X-energy, the Rockville, Md.–based developer of the Xe-100 small modular reactor, announced on December 15 that X-energy Canada has signed a memorandum of understanding with the First Nations Power Authority (FNPA) to look for ways to build “Indigenous capacity” for the future SMR industry in Canada.
FNPA, headquartered in Saskatoon, Saskatchewan, is described on its website as “the only North American nonprofit Indigenous-owned and -controlled organization developing power projects with Indigenous communities.”
Potential collaborative activities under the MOU include the development of skills training, employment, and commercial opportunities capable of spurring multigenerational Indigenous economic wealth, according to the announcement.
The official words: “I cannot overstate the importance we place on including Indigenous peoples and businesses in our efforts here in Canada,” said Katherine Moshonas Cole, president of X-energy Canada. “Our Xe-100 SMR generates more than just clean electricity—it generates significant economic opportunities for Canadians. Combined with our proposed fuel fabrication facility, our technology will also be a catalyst for numerous ancillary economic benefits.”
FNPA’s chief executive officer, Guy Lonechild, said, “FNPA is committed to ensuring there is an Indigenous voice in the development considerations and eventual deployment of SMR technologies. . . . As the original climatologists from Turtle Island, First Nations can see the lasting benefits that SMRs can make in striving for a net-zero energy future.”

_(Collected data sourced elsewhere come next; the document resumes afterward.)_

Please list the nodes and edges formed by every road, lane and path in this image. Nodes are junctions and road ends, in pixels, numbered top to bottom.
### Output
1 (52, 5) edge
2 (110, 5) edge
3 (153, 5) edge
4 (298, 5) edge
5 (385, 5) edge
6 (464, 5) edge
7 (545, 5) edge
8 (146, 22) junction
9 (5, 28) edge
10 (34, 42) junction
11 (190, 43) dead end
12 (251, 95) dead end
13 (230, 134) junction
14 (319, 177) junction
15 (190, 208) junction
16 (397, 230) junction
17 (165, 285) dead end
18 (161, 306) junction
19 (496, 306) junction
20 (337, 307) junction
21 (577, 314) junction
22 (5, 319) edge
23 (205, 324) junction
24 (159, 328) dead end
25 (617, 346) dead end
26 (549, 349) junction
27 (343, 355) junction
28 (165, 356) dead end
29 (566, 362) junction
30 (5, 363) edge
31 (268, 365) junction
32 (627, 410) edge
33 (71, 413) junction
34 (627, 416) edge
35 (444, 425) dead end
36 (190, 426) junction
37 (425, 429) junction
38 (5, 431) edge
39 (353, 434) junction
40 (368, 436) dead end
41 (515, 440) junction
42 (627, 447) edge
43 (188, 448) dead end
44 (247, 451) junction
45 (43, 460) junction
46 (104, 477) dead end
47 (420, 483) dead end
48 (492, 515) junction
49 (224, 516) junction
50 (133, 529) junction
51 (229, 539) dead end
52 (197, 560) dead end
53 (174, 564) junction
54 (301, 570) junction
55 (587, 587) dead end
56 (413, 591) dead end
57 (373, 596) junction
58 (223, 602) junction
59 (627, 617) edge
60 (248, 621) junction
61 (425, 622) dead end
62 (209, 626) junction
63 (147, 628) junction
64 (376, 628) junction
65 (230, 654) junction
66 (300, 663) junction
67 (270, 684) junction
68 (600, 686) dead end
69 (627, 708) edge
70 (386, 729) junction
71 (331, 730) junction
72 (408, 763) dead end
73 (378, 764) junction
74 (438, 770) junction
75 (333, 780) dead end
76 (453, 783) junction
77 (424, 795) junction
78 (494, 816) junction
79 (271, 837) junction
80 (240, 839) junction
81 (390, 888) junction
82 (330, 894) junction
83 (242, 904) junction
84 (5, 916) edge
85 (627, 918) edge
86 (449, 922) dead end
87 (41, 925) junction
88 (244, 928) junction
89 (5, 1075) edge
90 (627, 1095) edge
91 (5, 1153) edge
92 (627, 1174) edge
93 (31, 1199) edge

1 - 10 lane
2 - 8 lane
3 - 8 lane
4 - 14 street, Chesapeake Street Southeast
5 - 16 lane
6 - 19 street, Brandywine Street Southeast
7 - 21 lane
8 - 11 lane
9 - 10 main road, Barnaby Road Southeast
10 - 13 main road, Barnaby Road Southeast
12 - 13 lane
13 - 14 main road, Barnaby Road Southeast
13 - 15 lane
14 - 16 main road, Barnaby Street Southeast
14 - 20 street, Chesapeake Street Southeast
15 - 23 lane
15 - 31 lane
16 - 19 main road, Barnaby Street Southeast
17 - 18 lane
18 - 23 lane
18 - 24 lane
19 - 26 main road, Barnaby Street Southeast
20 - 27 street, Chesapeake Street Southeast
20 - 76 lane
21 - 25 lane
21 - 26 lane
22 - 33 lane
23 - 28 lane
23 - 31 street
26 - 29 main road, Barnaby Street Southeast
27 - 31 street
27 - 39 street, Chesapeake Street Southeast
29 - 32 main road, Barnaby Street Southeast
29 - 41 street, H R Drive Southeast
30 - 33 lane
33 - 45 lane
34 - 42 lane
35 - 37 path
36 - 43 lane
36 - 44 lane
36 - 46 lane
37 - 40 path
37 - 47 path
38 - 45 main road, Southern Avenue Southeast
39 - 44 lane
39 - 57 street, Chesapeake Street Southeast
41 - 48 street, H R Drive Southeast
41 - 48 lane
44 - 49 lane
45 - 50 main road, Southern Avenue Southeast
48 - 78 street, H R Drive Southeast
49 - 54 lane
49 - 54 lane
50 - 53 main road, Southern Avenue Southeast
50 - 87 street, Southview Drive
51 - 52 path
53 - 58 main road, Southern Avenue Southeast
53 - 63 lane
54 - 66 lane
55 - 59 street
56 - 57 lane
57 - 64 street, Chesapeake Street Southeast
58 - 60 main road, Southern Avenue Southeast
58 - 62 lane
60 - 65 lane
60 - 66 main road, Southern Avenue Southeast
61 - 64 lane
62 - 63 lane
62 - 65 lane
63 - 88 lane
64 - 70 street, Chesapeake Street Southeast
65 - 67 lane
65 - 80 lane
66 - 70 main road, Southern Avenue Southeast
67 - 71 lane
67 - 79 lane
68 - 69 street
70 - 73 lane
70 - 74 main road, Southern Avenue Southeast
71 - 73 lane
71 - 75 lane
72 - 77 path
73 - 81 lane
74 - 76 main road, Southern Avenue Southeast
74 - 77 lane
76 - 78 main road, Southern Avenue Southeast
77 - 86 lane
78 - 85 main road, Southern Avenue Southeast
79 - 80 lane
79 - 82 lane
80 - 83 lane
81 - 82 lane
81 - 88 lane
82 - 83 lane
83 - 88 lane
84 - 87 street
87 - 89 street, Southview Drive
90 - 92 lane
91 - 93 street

In case you missed it: Last month, X-energy and Centrus Energy announced the completion of the preliminary design for X-energy’s TRISO-X Fuel Fabrication Facility, as well as the signing of a contract for Centrus to continue its work as the project enters its next phase.
The facility is being designed to support the deployment of the XE-100, a high-temperature gas-cooled pebble-bed reactor capable of producing 320 MWe in its standard four-module configuration. The first Xe-100 is to be built near Richland, Wash., through a cost-shared award from the Department of Energy’s Advanced Reactor Demonstration Program.